BEGIN Record extracts

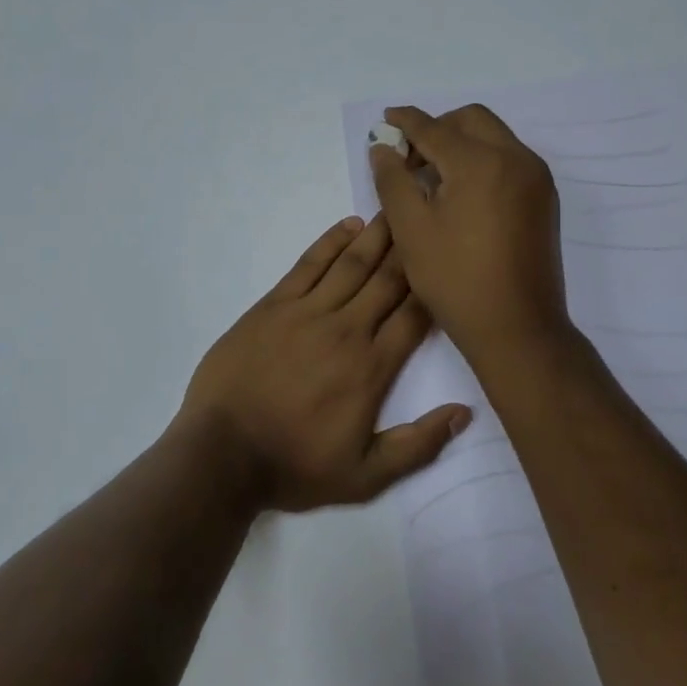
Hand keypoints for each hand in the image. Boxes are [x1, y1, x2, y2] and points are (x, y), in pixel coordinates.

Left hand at [176, 215, 471, 512]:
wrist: (223, 454)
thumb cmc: (294, 465)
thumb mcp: (365, 476)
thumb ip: (417, 445)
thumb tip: (464, 412)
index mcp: (372, 367)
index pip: (415, 315)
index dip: (435, 284)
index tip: (450, 257)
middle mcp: (346, 329)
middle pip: (388, 279)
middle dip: (411, 247)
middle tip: (430, 213)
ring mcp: (307, 312)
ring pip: (352, 264)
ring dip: (377, 235)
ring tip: (397, 208)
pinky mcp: (273, 305)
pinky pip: (308, 264)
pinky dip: (329, 242)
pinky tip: (348, 225)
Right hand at [368, 105, 571, 363]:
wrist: (517, 328)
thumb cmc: (456, 279)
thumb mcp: (410, 229)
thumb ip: (392, 180)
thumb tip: (383, 148)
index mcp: (481, 162)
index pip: (435, 128)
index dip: (406, 121)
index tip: (386, 119)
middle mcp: (516, 159)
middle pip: (471, 120)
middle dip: (437, 126)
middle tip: (409, 155)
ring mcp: (536, 179)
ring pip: (494, 136)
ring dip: (461, 141)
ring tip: (432, 173)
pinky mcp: (544, 198)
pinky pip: (509, 159)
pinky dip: (482, 159)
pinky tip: (461, 190)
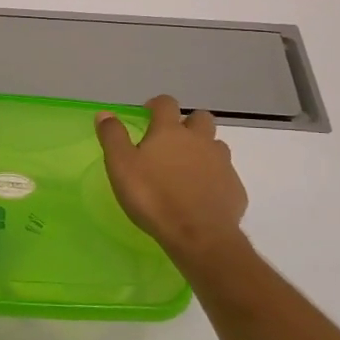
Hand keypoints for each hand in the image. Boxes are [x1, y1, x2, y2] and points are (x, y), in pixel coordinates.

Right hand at [96, 96, 248, 264]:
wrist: (199, 235)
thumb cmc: (153, 197)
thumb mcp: (121, 166)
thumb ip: (112, 137)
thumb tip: (105, 113)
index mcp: (170, 132)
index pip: (166, 104)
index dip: (157, 105)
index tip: (148, 114)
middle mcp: (200, 140)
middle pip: (200, 118)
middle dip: (187, 123)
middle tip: (171, 141)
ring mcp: (222, 163)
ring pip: (216, 145)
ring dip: (203, 150)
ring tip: (187, 169)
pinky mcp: (235, 188)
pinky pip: (225, 175)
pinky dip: (214, 178)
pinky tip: (202, 195)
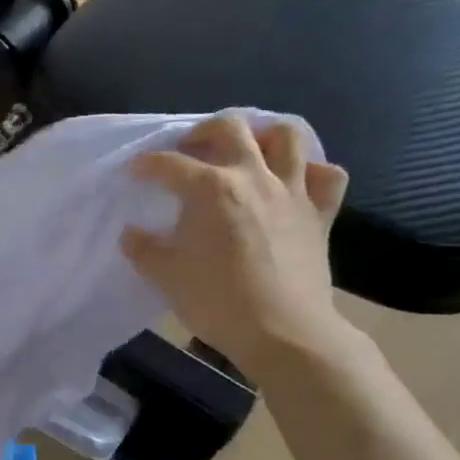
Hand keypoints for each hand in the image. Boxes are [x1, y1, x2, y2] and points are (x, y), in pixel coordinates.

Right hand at [123, 114, 353, 380]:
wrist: (283, 332)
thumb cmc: (217, 301)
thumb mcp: (166, 276)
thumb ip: (143, 249)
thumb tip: (132, 233)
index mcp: (210, 188)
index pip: (169, 164)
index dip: (146, 164)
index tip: (134, 171)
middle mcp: (252, 176)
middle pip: (231, 127)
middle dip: (204, 131)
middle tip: (191, 149)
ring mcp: (292, 191)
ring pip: (286, 136)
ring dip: (263, 136)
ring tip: (247, 152)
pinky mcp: (321, 213)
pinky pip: (327, 176)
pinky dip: (312, 172)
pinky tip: (296, 183)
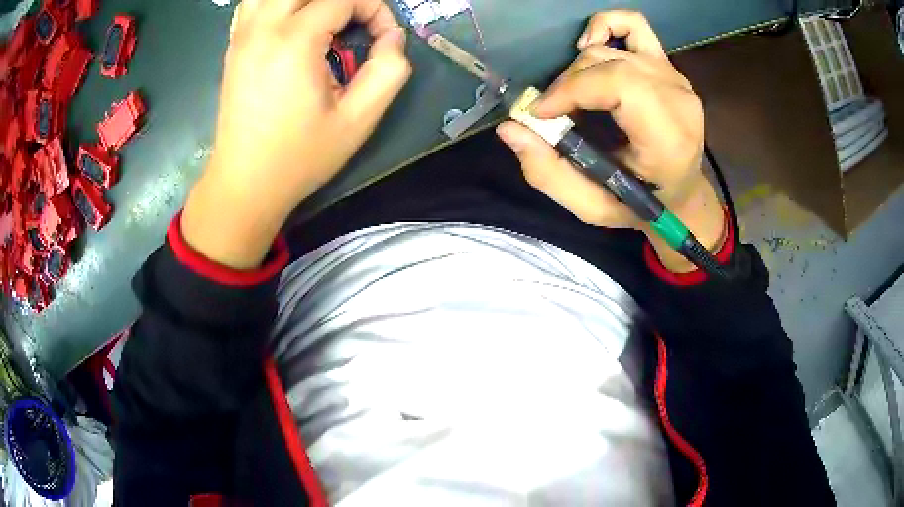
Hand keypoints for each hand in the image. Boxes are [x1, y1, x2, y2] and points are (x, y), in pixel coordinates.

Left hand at [183, 0, 411, 268]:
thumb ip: (389, 70)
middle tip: (355, 24)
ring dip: (306, 1)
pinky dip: (276, 3)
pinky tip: (290, 21)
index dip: (375, 11)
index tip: (382, 39)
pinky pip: (253, 3)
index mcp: (295, 41)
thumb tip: (392, 37)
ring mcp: (243, 35)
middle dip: (345, 0)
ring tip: (325, 22)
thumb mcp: (358, 120)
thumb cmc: (299, 157)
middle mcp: (264, 27)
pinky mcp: (233, 46)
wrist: (244, 184)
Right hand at [496, 10, 724, 272]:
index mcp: (668, 136)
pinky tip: (589, 47)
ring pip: (609, 47)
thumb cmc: (640, 204)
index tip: (541, 113)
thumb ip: (549, 174)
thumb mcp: (592, 206)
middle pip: (606, 62)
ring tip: (572, 95)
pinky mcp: (667, 64)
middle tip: (554, 114)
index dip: (570, 89)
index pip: (618, 83)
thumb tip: (510, 128)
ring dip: (578, 68)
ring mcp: (674, 76)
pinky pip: (634, 24)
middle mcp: (677, 97)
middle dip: (567, 84)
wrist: (680, 193)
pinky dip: (604, 26)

END Record extracts

Using the material above, extract the line that contains "index dip: (375, 11)" and every line after it, exactly as given; stop at the last line.

index dip: (375, 11)
index tip: (382, 39)
pinky pip: (253, 3)
index mcp: (295, 41)
thumb tip: (392, 37)
ring mcp: (243, 35)
middle dip: (345, 0)
ring tip: (325, 22)
thumb mcp: (358, 120)
thumb cmc: (299, 157)
middle mcp: (264, 27)
pinky mcp: (233, 46)
wrist: (244, 184)
Right hand at [496, 10, 724, 272]:
index mcp: (668, 136)
pinky tip: (589, 47)
ring pip: (609, 47)
thumb cmc: (640, 204)
index tip: (541, 113)
thumb ip: (549, 174)
thumb mcp: (592, 206)
middle pip: (606, 62)
ring tip: (572, 95)
pinky mcp: (667, 64)
middle tip: (554, 114)
index dip: (570, 89)
index pip: (618, 83)
thumb tip: (510, 128)
ring dip: (578, 68)
ring mcp: (674, 76)
pinky pip: (634, 24)
middle mcp: (677, 97)
middle dip: (567, 84)
wrist: (680, 193)
pinky dip: (604, 26)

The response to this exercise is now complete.